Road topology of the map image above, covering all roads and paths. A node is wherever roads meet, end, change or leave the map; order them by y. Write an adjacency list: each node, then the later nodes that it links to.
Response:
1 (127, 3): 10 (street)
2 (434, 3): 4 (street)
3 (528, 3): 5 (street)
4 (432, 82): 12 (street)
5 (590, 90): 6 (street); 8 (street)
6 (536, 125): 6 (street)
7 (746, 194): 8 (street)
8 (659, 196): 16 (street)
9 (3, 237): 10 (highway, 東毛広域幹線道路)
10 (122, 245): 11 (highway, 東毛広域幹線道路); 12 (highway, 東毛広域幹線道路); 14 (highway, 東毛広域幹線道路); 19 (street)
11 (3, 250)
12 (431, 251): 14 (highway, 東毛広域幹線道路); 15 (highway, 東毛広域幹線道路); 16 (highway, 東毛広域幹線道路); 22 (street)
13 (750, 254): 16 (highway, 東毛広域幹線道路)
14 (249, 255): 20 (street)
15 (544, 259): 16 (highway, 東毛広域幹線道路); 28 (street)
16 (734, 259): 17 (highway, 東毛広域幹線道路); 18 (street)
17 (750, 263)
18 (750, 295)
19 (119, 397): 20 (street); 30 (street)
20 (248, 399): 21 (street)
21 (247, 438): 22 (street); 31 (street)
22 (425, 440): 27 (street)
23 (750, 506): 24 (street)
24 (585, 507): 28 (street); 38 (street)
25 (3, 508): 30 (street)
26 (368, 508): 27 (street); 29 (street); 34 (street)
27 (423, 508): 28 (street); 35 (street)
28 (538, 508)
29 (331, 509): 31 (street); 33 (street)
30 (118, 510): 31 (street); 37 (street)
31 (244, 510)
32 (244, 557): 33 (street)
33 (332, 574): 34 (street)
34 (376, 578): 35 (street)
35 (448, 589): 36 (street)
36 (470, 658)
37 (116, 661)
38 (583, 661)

--------------------------------------------------

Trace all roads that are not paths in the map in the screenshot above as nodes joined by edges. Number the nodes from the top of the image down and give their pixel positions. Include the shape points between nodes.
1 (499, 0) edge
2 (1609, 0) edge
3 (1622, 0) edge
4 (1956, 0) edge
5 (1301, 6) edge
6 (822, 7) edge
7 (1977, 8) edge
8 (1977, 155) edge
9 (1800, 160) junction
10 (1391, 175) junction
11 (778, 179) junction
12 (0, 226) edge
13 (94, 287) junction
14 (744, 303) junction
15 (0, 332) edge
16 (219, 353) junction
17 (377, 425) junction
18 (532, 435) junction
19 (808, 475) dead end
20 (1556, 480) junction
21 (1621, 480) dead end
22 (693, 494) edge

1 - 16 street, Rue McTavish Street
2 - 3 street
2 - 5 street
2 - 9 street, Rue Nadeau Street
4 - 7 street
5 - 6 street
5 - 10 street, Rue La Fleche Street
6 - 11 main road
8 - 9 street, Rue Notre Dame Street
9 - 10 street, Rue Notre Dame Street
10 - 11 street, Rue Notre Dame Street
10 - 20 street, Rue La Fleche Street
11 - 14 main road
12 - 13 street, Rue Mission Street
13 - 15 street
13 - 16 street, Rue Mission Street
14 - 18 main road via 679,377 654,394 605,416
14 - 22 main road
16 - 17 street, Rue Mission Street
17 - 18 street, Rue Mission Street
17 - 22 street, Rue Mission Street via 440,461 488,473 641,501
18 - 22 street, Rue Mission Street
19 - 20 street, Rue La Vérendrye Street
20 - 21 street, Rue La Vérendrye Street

--------------------------------------------------

WHAT YOU HAVE TO DO :: Return a copy of every line in the records that includes the string "image".

YOUR RESPONSE ::
Road topology of the map image above, covering all roads and paths. A node is wherever roads meet, end, change or leave the map; order them by y. Write an adjacency list: each node, then the later nodes that it links to.
Trace all roads that are not paths in the map in the screenshot above as nodes joined by edges. Number the nodes from the top of the image down and give their pixel positions. Include the shape points between nodes.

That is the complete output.